The Wisconsin Elections Commission was created by Republicans in 2016, but it has increasingly been the target of GOP criticism since former President Donald Trump spread false claims that election fraud led to his defeat in Wisconsin in 2020.
There is no evidence of widespread fraud in Wisconsin in 2020, and the election outcome has withstood two partial recounts, a nonpartisan audit, a conservative law firm’s review, numerous state and federal lawsuits and even a Republican-ordered investigation by a former state Supreme Court justice.
Still, some Republicans have pushed to eliminate the elections commission entirely.

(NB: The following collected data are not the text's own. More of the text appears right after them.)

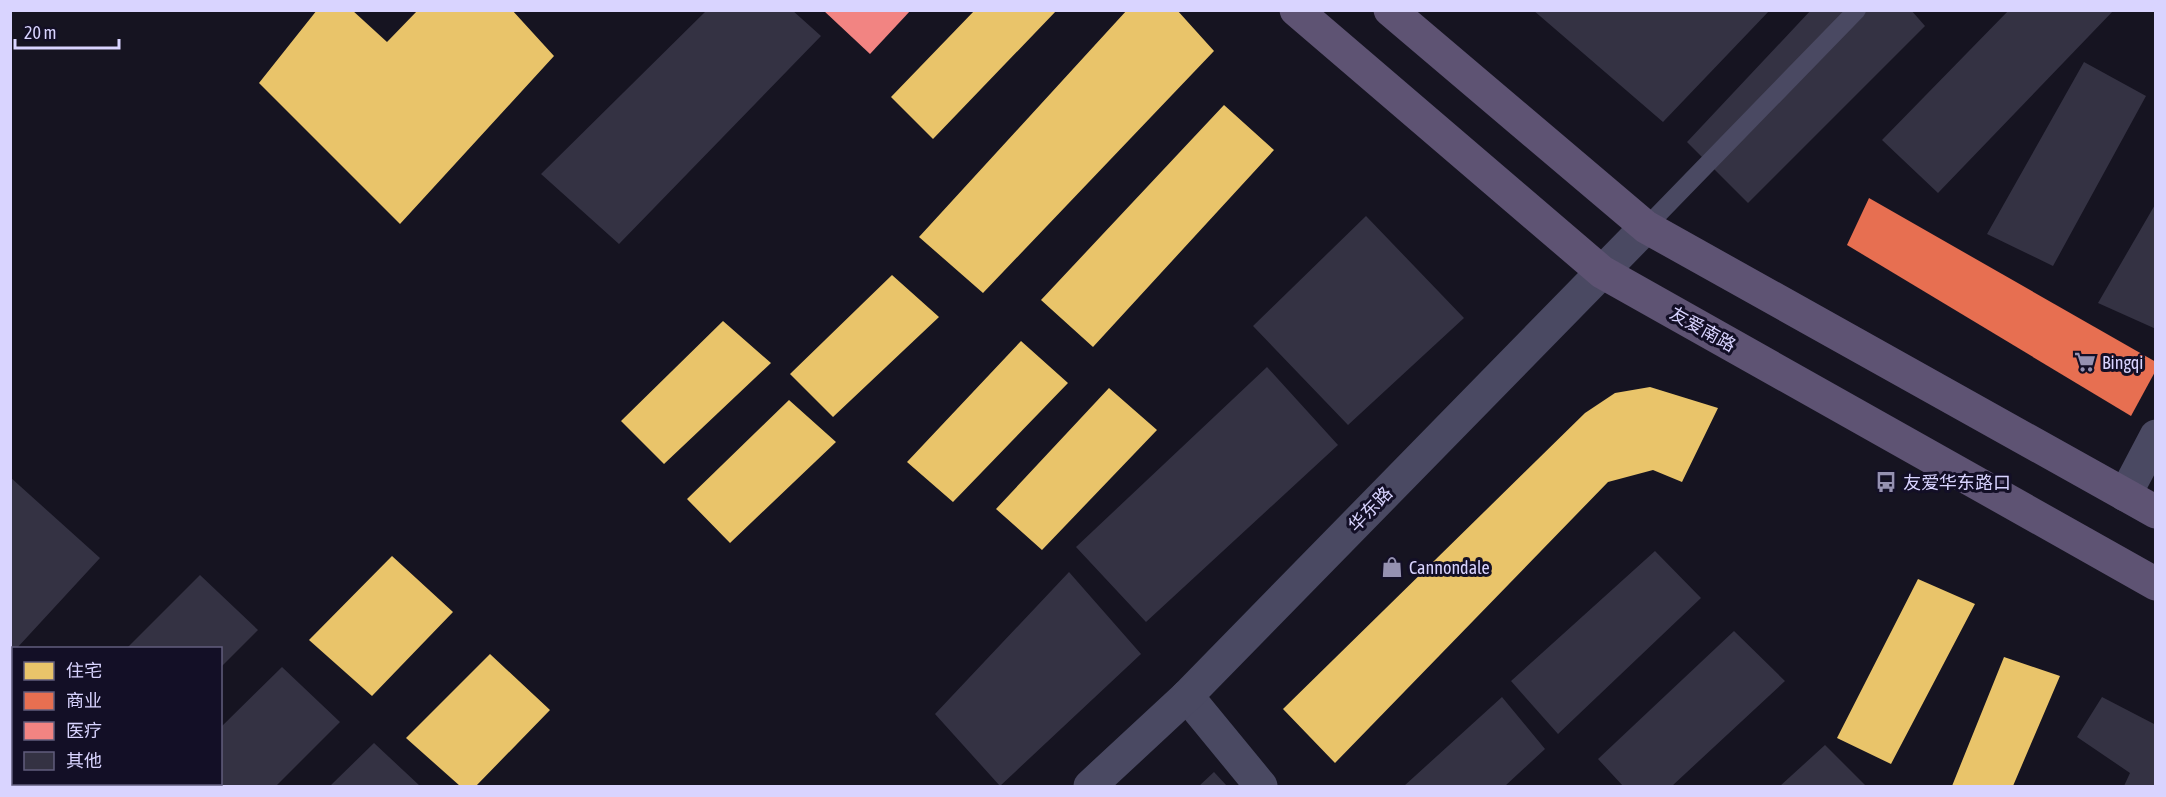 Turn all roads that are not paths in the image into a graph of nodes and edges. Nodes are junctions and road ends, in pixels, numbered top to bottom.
1 (1296, 10) edge
2 (1390, 10) edge
3 (1857, 10) edge
4 (1646, 227) junction
5 (1602, 272) junction
6 (2156, 436) edge
7 (2125, 495) junction
8 (2156, 512) edge
9 (2156, 584) edge
10 (1187, 696) junction
11 (1090, 786) edge
12 (1261, 786) edge

1 - 5 main road, 友爱南路
2 - 4 main road
3 - 4 lane
4 - 5 street, 华东路
4 - 7 main road
5 - 9 main road, 友爱南路
5 - 10 street, 华东路
6 - 7 street
7 - 8 main road
10 - 11 street, 华东路
10 - 12 street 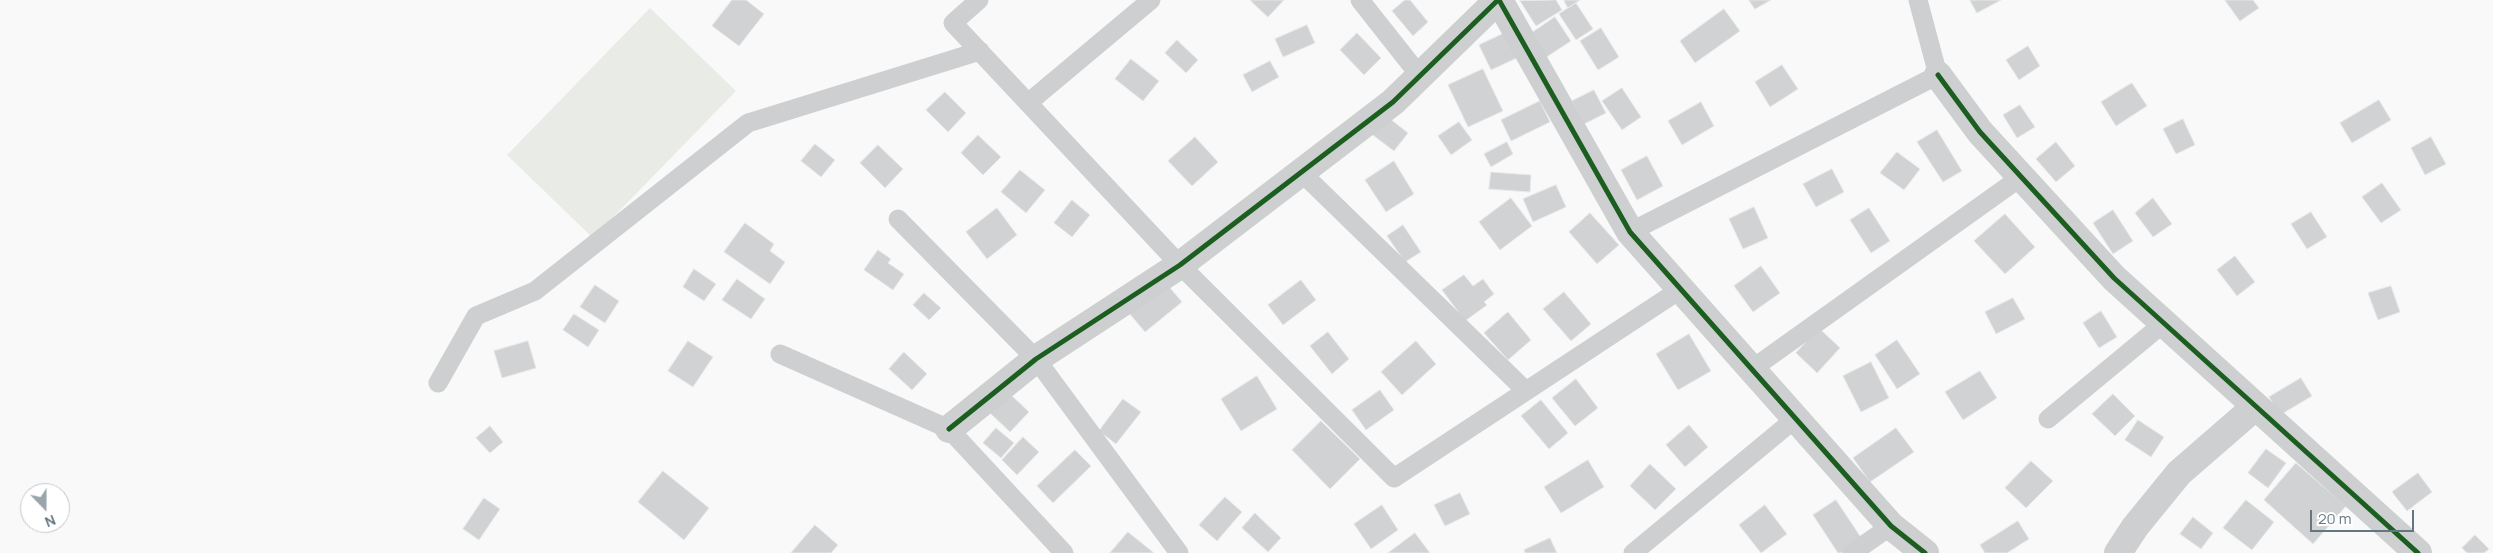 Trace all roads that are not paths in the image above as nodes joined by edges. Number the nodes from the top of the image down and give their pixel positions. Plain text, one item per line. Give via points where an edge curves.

The primary responsibility for administering elections in Wisconsin falls to more than 1,800 local clerks in one of the most decentralized systems nationwide. The commission sets rules, certifies results and provides clerks with training and grants. Until recently, the agency had only one attorney and one public information officer to process complaints and respond to voters’ questions.
Conspiracy theorists, skeptics and even lawmakers looking for evidence of election fraud have inundated the elections commission with requests in recent years. Ahead of the 2022 midterm, the agency was receiving more than three times the number of complaints it had in 2020, and records requests topped eight times its 2016 average, according to an August report.
The three Republican and three Democratic election commissioners, who are appointed by the governor and legislative leaders, unanimously approved the request for an inspector general office last year.
“These investments are critical to boosting resiliency in our election infrastructure ahead of next year’s General Election,” Wolfe said in a statement after lawmakers killed the plan.
Millis, the Republican chair of the commission, said “it’s not fatal” if the plan fails. But he wanted lawmakers to at least consider new ways to build trust in elections and ease the workload of commission staff.
In addition to investigating complaints and responding to records requests, the new inspector general office would have been tasked with reviewing the accessibility of polling sites, engaging directly with concerned voters and helping to train local election officials.